A few years ago, Adafruit launched the Feather 32u4 Basic Proto. This tiny development board featured — as you would expect — an ATMega32u4 microcontroller, a USB port, and a battery charging circuit for tiny LiPo batteries. It was, effectively, a small Arduino clone with a little bit of extra circuitry that made it great for portable and wearable projects. In the years since, and as Adafruit has recently pointed out, the Adafruit Feather has recently become a thing. This is a new standard. Maxim is producing compatible ‘wings’ or shields. If you’re in San Francisco, the streets are littered with Feather-compatible boards. What’s the deal with these boards, and why are there so many of them?

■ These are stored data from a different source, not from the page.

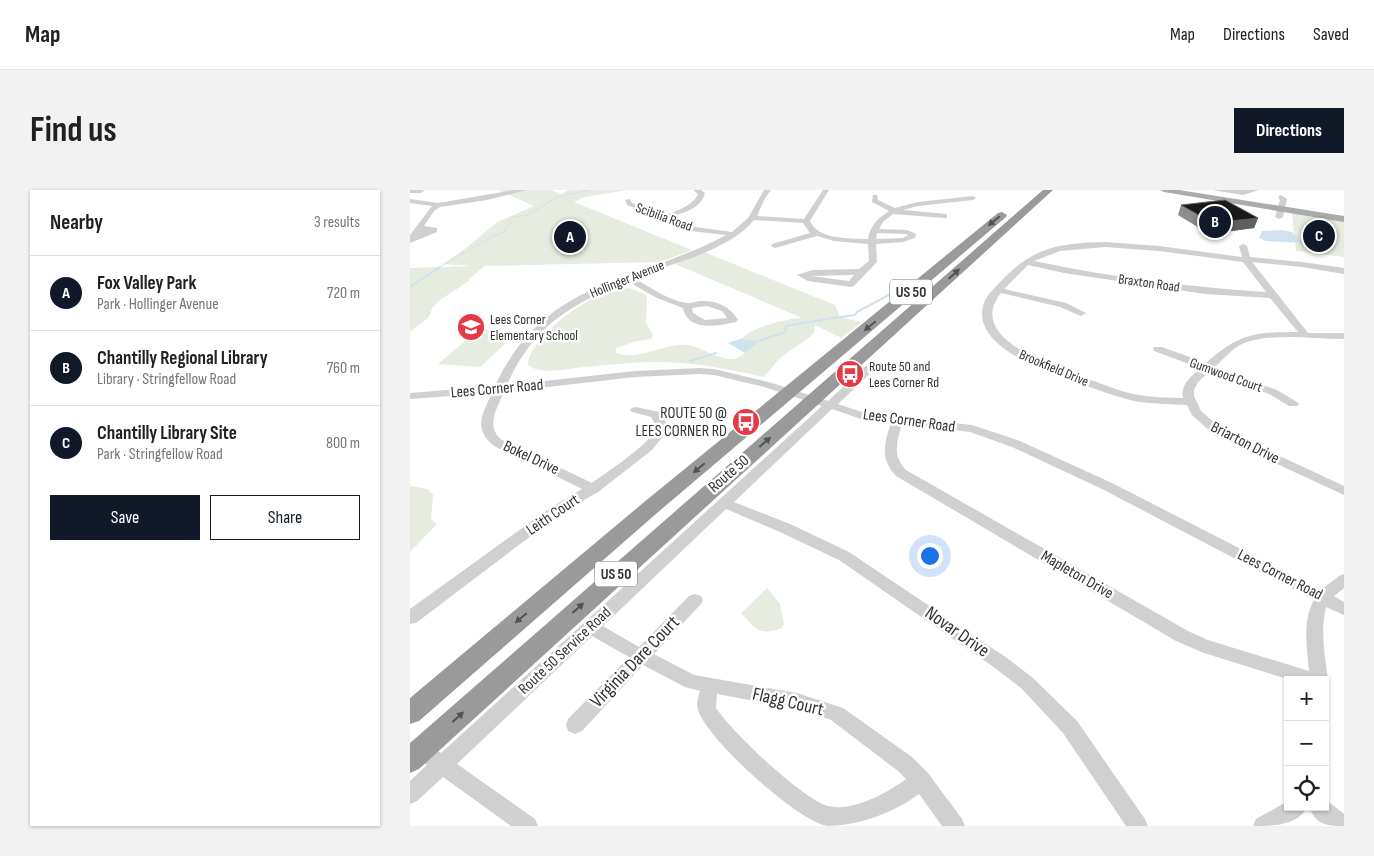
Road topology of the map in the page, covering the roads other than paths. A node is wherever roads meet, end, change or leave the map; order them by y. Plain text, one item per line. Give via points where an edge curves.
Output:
1 (524, 190) edge
2 (696, 190) edge
3 (768, 190) edge
4 (826, 190) edge
5 (1031, 190) edge
6 (1048, 190) edge
7 (1164, 190) edge
8 (1180, 190) edge
9 (1215, 190) edge
10 (1256, 190) edge
11 (410, 191) edge
12 (421, 193) edge
13 (929, 195) dead end
14 (875, 196) dead end
15 (973, 198) dead end
16 (628, 200) dead end
17 (410, 201) edge
18 (936, 201) junction
19 (438, 205) junction
20 (458, 206) dead end
21 (1281, 207) junction
22 (898, 210) junction
23 (944, 216) dead end
24 (661, 217) junction
25 (426, 218) junction
26 (752, 218) junction
27 (1344, 218) edge
28 (806, 221) junction
29 (420, 228) junction
30 (733, 234) junction
31 (816, 234) junction
32 (873, 235) junction
33 (411, 241) edge
34 (775, 246) dead end
35 (1243, 246) dead end
36 (1246, 259) junction
37 (1027, 262) junction
38 (797, 264) dead end
39 (1344, 271) edge
40 (627, 278) junction
41 (999, 290) junction
42 (720, 294) dead end
43 (1272, 294) junction
44 (704, 303) junction
45 (687, 306) junction
46 (1081, 313) dead end
47 (1305, 335) junction
48 (1344, 336) edge
49 (1158, 349) dead end
50 (873, 365) dead end
51 (1207, 368) junction
52 (500, 388) junction
53 (790, 393) junction
54 (410, 396) edge
55 (1190, 402) junction
56 (821, 403) junction
57 (1293, 404) dead end
58 (636, 410) dead end
59 (897, 421) junction
60 (593, 489) junction
61 (1344, 491) edge
62 (724, 503) junction
63 (1344, 580) edge
64 (1323, 598) junction
65 (695, 600) dead end
66 (1344, 609) edge
67 (410, 618) edge
68 (591, 627) junction
69 (640, 656) junction
70 (1304, 676) edge
71 (1317, 676) edge
72 (711, 687) junction
73 (410, 712) edge
74 (575, 725) dead end
75 (425, 758) edge
76 (921, 780) junction
77 (410, 794) edge
78 (1290, 811) edge
79 (1324, 811) edge
80 (528, 826) edge
81 (955, 826) edge
82 (1138, 826) edge
83 (1263, 826) edge
84 (1343, 826) edge

1 - 19 street
2 - 24 street via 703,195 696,204
3 - 26 street, Hollinger Avenue
4 - 28 street
5 -> 53 highway, Route 50 / US 50
56 -> 6 highway, Route 50 / US 50
7 - 21 main road
8 - 21 main road
9 - 10 street via 1243,193
11 - 12 street
13 - 18 street
14 - 22 street via 873,200 876,203
15 - 18 street
16 - 24 street, Scibilia Road via 629,204
17 - 19 street
18 - 22 street
19 - 25 street
20 - 25 street
21 - 27 main road
22 - 23 street
22 - 32 street via 881,221
24 - 30 street, Scibilia Road via 694,229
25 - 29 street
26 - 28 street
26 - 30 street, Hollinger Avenue
28 - 31 street
29 - 33 street
29 - 33 street via 434,230
30 - 40 street, Hollinger Avenue
31 - 32 street via 833,239
31 - 34 street
32 - 38 street via 874,262 861,272 801,275
35 - 36 street
36 - 37 street, Brookfield Drive via 1092,244 1055,249
36 - 39 street, Brookfield Drive
36 - 43 street
37 - 41 street, Brookfield Drive
37 - 43 street, Braxton Road via 1205,291
40 - 45 street
40 - 52 street, Hollinger Avenue via 579,300 540,327 516,356
41 - 46 street via 1063,305
41 - 55 street, Brookfield Drive via 989,302 987,319 995,335 1018,353 1120,394 1148,400
42 - 44 street
43 - 47 street
44 - 45 street
44 - 45 street via 726,309 733,320 719,324 694,320
47 - 48 street
47 - 51 street via 1274,335 1245,340 1228,349
49 - 51 street, Gumwood Court
50 - 56 street, Route 50 Service Road
51 - 55 street via 1190,384
51 - 57 street, Gumwood Court via 1273,392
52 - 53 street, Lees Corner Road via 692,370 714,372
52 - 54 street, Lees Corner Road
52 - 60 street, Bokel Drive via 487,416 486,426 495,441
53 - 56 street, Lees Corner Road
53 -> 73 highway, Route 50 / US 50
55 - 61 street, Briarton Drive via 1201,419 1218,432
56 - 59 street, Lees Corner Road via 864,416
56 - 62 street, Route 50 Service Road
75 -> 56 highway, Route 50 / US 50 via 565,619
58 - 60 street, Leith Court via 659,418 659,434 648,447
59 - 64 street, Lees Corner Road via 961,428 1002,438 1107,486
59 - 70 street, Mapleton Drive via 889,456 901,473 1182,636 1204,646
60 - 67 street, Leith Court via 555,511
62 - 68 street, Route 50 Service Road
62 - 82 street, Novar Drive via 844,556 1027,683 1070,727
63 - 64 street
64 - 66 street, Lees Corner Road
64 - 71 street via 1315,620
65 - 69 street, Virginia Dare Court
68 - 69 street, Flagg Court
68 - 75 street, Route 50 Service Road
69 - 72 street, Flagg Court via 692,682
69 - 74 street, Virginia Dare Court
72 - 76 street, Flagg Court via 797,701 837,714 905,764
72 - 76 street via 706,700 708,712 732,741 756,766 804,803 827,816 852,815 892,801
75 - 77 street, Route 50 Service Road
75 - 80 street
76 - 81 street, Flagg Court
78 - 83 street
79 - 84 street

The reason for Adafruit’s introduction of the Feather format was the vast array of shields, hats, capes, clicks, props, booster packs, and various other standards. The idea was to bring various chipsets under one roof, give them a battery charging circuit, and not have a form factor that is as huge as the standard Arduino. The Feather spec was finalized and now we have three-phase energy monitors, a tiny little game console, LoRaWAN Feathers, and CAN controllers.
Of course, the Feather format isn’t just limited to Adafruit products and indie developers. The recently introduced Particle hardware is built on the Feather format, giving cellular connectivity to this better-than-Arduino format. Maxim is producing some development boards with the same format.
So, do we finally have a form factor for one-off embedded development that isn’t as huge or as wonky as the gigantic Arduino with weirdly offset headers? It seems so.